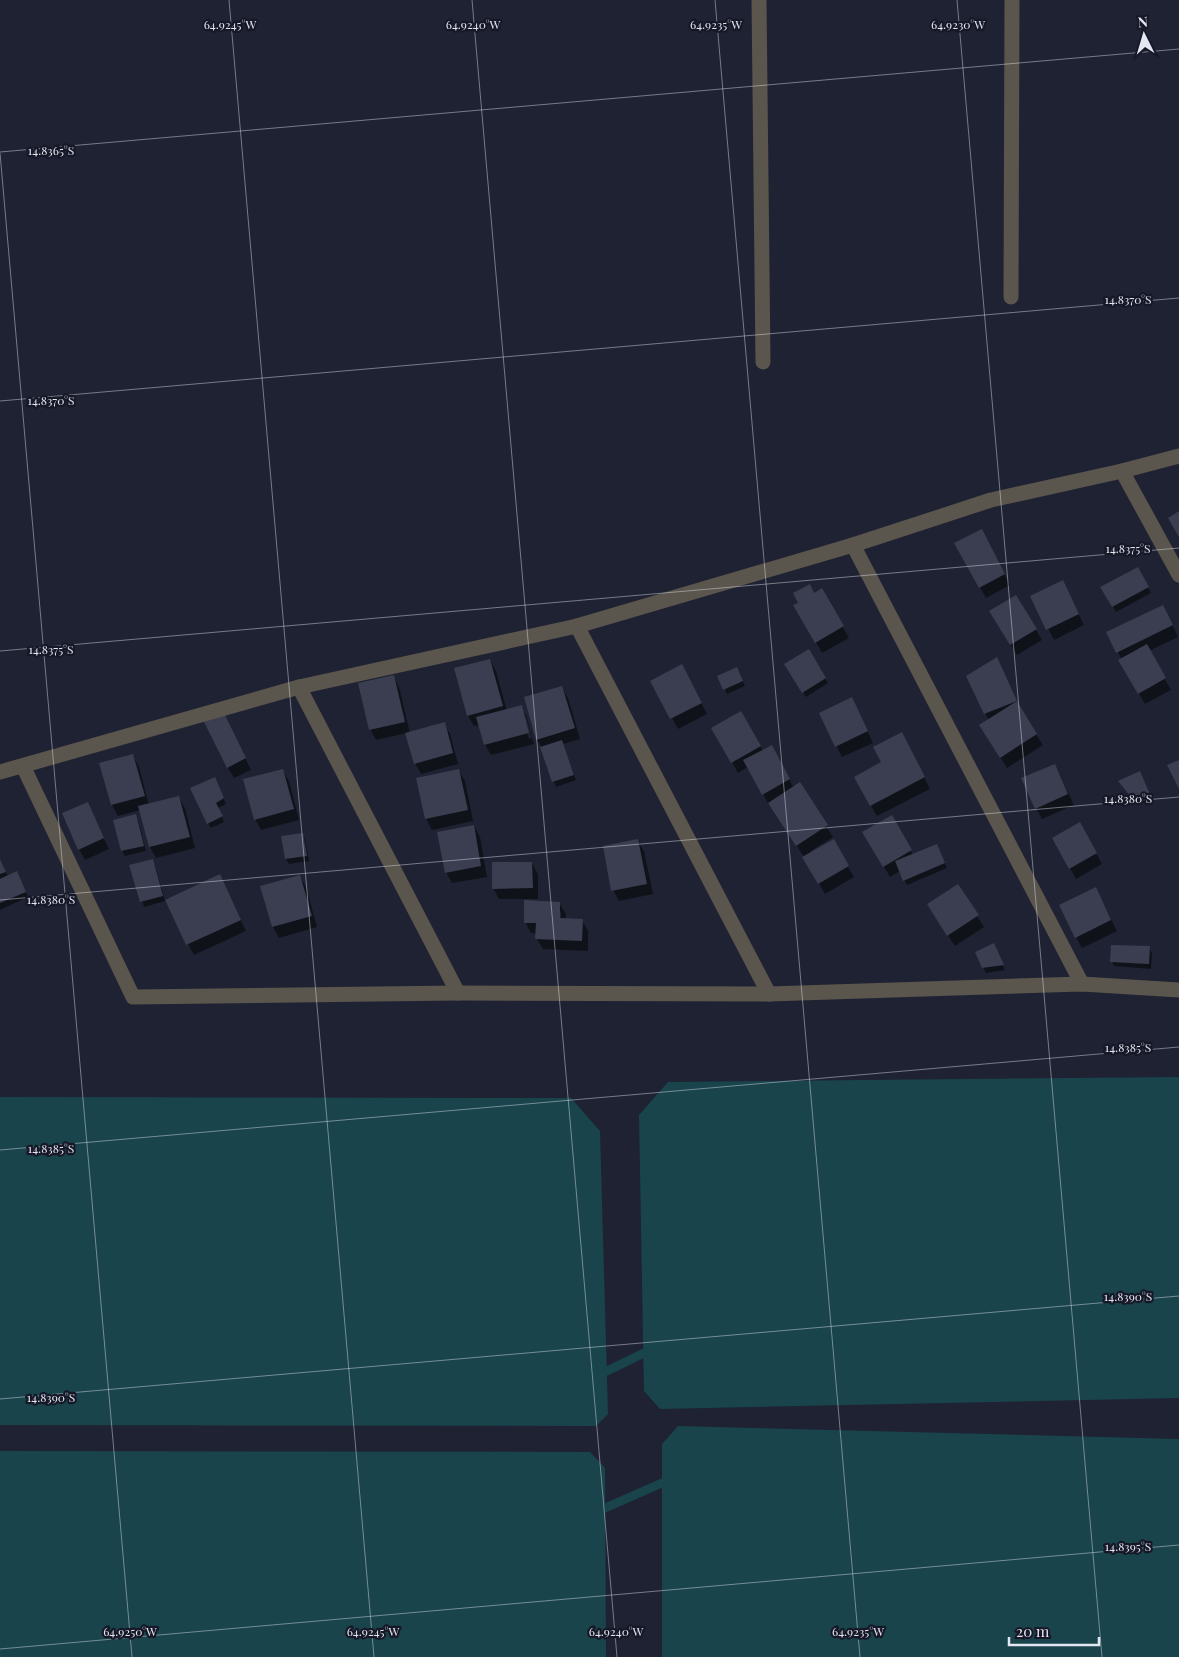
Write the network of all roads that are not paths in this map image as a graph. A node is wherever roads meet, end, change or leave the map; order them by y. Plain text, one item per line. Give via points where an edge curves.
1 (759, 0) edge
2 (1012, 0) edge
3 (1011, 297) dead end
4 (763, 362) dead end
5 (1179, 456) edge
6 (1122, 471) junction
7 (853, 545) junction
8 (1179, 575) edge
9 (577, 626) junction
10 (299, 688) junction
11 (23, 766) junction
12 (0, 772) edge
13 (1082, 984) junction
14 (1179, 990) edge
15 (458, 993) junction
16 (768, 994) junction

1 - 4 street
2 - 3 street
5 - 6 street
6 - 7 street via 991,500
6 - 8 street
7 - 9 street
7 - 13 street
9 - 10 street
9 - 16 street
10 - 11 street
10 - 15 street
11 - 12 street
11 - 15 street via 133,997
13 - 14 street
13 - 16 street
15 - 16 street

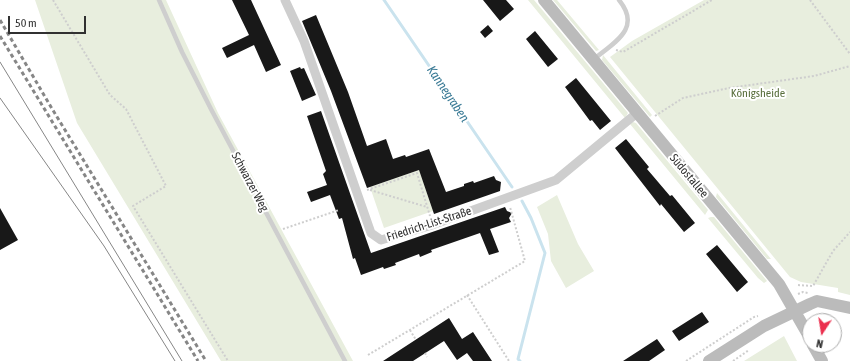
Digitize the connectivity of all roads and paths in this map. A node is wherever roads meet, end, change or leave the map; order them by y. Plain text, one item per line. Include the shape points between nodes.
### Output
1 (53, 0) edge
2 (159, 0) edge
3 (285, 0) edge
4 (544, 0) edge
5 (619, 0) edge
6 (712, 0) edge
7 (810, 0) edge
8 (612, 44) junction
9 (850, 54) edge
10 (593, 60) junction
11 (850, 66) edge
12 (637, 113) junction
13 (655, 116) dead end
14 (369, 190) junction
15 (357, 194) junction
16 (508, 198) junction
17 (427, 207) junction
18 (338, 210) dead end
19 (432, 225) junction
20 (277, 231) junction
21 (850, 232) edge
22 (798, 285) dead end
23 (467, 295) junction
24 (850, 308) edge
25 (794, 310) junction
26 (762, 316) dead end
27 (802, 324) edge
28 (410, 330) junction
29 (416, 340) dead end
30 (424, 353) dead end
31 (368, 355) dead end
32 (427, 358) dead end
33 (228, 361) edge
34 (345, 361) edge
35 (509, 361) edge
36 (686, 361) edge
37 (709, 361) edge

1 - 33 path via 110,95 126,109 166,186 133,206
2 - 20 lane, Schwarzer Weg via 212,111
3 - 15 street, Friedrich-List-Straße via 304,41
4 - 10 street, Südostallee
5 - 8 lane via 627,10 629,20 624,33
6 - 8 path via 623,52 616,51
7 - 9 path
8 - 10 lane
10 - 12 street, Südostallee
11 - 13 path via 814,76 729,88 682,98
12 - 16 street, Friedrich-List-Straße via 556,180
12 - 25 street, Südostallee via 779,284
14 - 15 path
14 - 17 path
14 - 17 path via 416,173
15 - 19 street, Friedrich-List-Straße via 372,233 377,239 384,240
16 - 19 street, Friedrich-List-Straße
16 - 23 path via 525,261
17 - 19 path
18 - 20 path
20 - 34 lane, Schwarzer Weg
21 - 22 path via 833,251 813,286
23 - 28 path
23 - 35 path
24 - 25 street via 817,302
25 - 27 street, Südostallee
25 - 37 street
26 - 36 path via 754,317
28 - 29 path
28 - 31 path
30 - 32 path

**What the task requires**. Exclude all images and retype the data precisely.

**Response to this task**.
Write the network of all roads that are not paths in this map image as a graph. A node is wherever roads meet, end, change or leave the map; order them by y. Plain text, one item per line. Give via points where an edge curves.
1 (759, 0) edge
2 (1012, 0) edge
3 (1011, 297) dead end
4 (763, 362) dead end
5 (1179, 456) edge
6 (1122, 471) junction
7 (853, 545) junction
8 (1179, 575) edge
9 (577, 626) junction
10 (299, 688) junction
11 (23, 766) junction
12 (0, 772) edge
13 (1082, 984) junction
14 (1179, 990) edge
15 (458, 993) junction
16 (768, 994) junction

1 - 4 street
2 - 3 street
5 - 6 street
6 - 7 street via 991,500
6 - 8 street
7 - 9 street
7 - 13 street
9 - 10 street
9 - 16 street
10 - 11 street
10 - 15 street
11 - 12 street
11 - 15 street via 133,997
13 - 14 street
13 - 16 street
15 - 16 street

Digitize the connectivity of all roads and paths in this map. A node is wherever roads meet, end, change or leave the map; order them by y. Plain text, one item per line. Include the shape points between nodes.
### Output
1 (53, 0) edge
2 (159, 0) edge
3 (285, 0) edge
4 (544, 0) edge
5 (619, 0) edge
6 (712, 0) edge
7 (810, 0) edge
8 (612, 44) junction
9 (850, 54) edge
10 (593, 60) junction
11 (850, 66) edge
12 (637, 113) junction
13 (655, 116) dead end
14 (369, 190) junction
15 (357, 194) junction
16 (508, 198) junction
17 (427, 207) junction
18 (338, 210) dead end
19 (432, 225) junction
20 (277, 231) junction
21 (850, 232) edge
22 (798, 285) dead end
23 (467, 295) junction
24 (850, 308) edge
25 (794, 310) junction
26 (762, 316) dead end
27 (802, 324) edge
28 (410, 330) junction
29 (416, 340) dead end
30 (424, 353) dead end
31 (368, 355) dead end
32 (427, 358) dead end
33 (228, 361) edge
34 (345, 361) edge
35 (509, 361) edge
36 (686, 361) edge
37 (709, 361) edge

1 - 33 path via 110,95 126,109 166,186 133,206
2 - 20 lane, Schwarzer Weg via 212,111
3 - 15 street, Friedrich-List-Straße via 304,41
4 - 10 street, Südostallee
5 - 8 lane via 627,10 629,20 624,33
6 - 8 path via 623,52 616,51
7 - 9 path
8 - 10 lane
10 - 12 street, Südostallee
11 - 13 path via 814,76 729,88 682,98
12 - 16 street, Friedrich-List-Straße via 556,180
12 - 25 street, Südostallee via 779,284
14 - 15 path
14 - 17 path
14 - 17 path via 416,173
15 - 19 street, Friedrich-List-Straße via 372,233 377,239 384,240
16 - 19 street, Friedrich-List-Straße
16 - 23 path via 525,261
17 - 19 path
18 - 20 path
20 - 34 lane, Schwarzer Weg
21 - 22 path via 833,251 813,286
23 - 28 path
23 - 35 path
24 - 25 street via 817,302
25 - 27 street, Südostallee
25 - 37 street
26 - 36 path via 754,317
28 - 29 path
28 - 31 path
30 - 32 path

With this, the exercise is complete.